Write out the entire listing below exactly as it appears, minus any pictures.

*DATA SHOWN*
────────────────

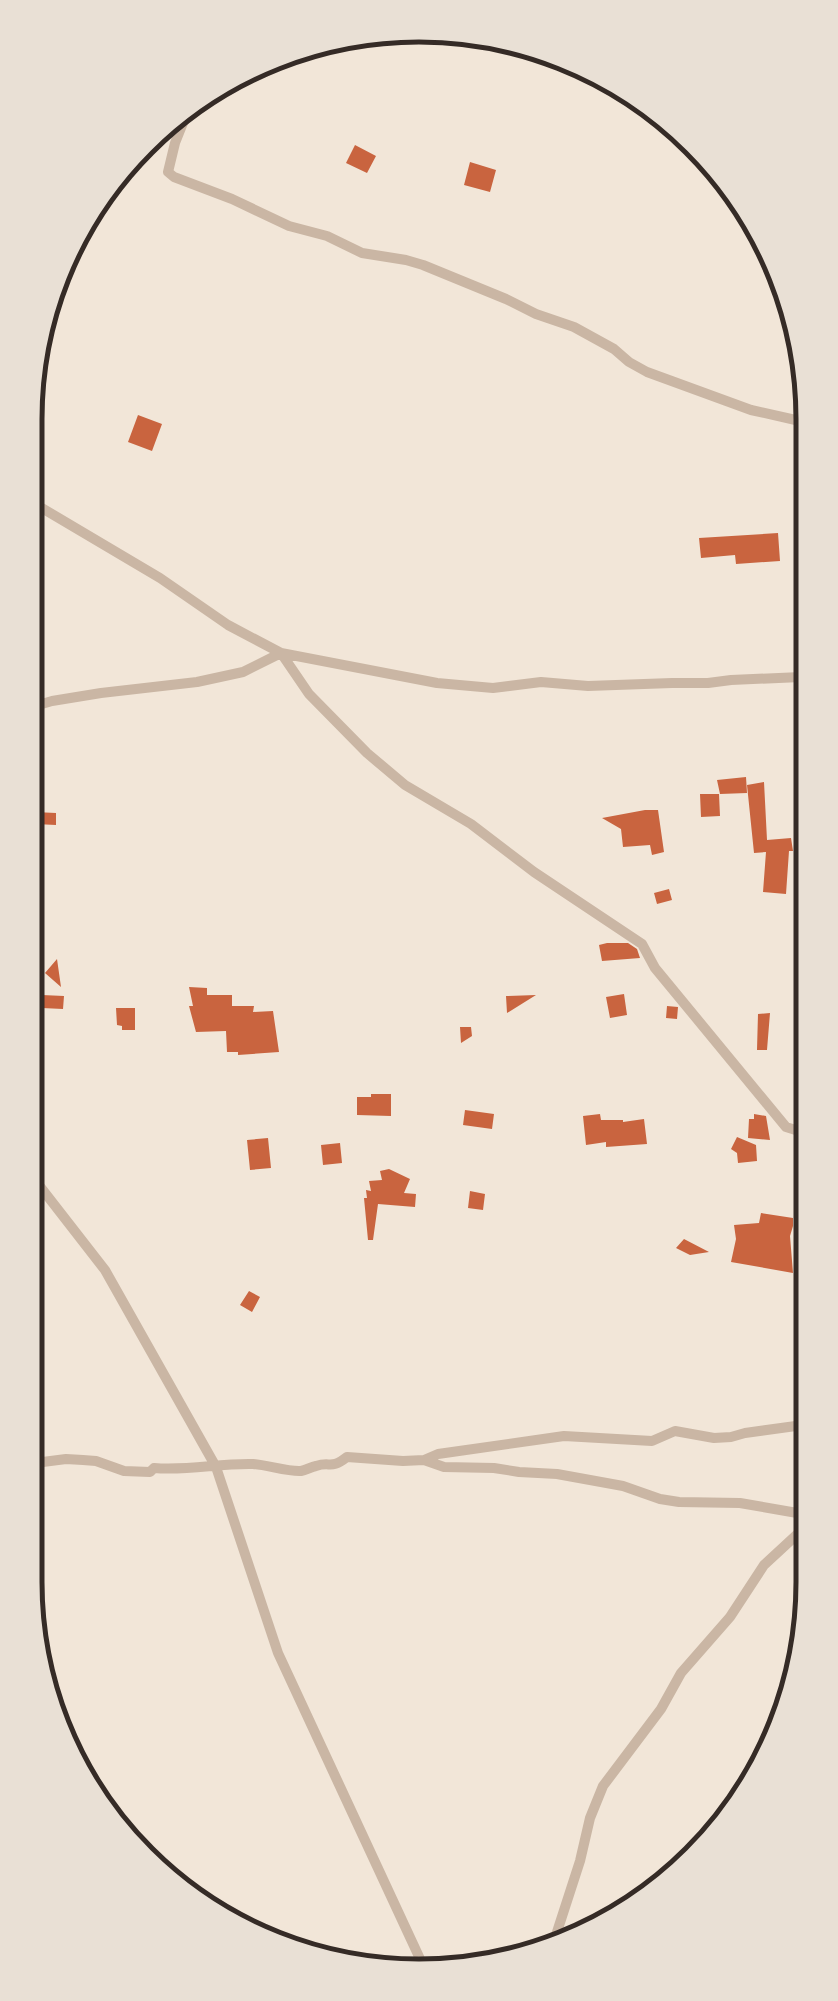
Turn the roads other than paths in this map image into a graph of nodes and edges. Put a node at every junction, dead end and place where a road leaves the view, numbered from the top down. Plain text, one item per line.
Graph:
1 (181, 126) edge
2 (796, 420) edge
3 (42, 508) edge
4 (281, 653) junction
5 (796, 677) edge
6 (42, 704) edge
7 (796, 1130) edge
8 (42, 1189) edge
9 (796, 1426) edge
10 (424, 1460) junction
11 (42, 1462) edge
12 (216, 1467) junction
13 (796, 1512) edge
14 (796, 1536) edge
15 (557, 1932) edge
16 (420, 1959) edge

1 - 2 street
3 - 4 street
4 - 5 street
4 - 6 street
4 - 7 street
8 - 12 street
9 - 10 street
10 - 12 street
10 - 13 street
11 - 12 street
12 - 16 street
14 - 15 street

────────────────

*COMPLETED TASK*
Turn the roads other than paths in this map image into a graph of nodes and edges. Put a node at every junction, dead end and place where a road leaves the view, numbered from the top down. Plain text, one item per line.
Graph:
1 (181, 126) edge
2 (796, 420) edge
3 (42, 508) edge
4 (281, 653) junction
5 (796, 677) edge
6 (42, 704) edge
7 (796, 1130) edge
8 (42, 1189) edge
9 (796, 1426) edge
10 (424, 1460) junction
11 (42, 1462) edge
12 (216, 1467) junction
13 (796, 1512) edge
14 (796, 1536) edge
15 (557, 1932) edge
16 (420, 1959) edge

1 - 2 street
3 - 4 street
4 - 5 street
4 - 6 street
4 - 7 street
8 - 12 street
9 - 10 street
10 - 12 street
10 - 13 street
11 - 12 street
12 - 16 street
14 - 15 street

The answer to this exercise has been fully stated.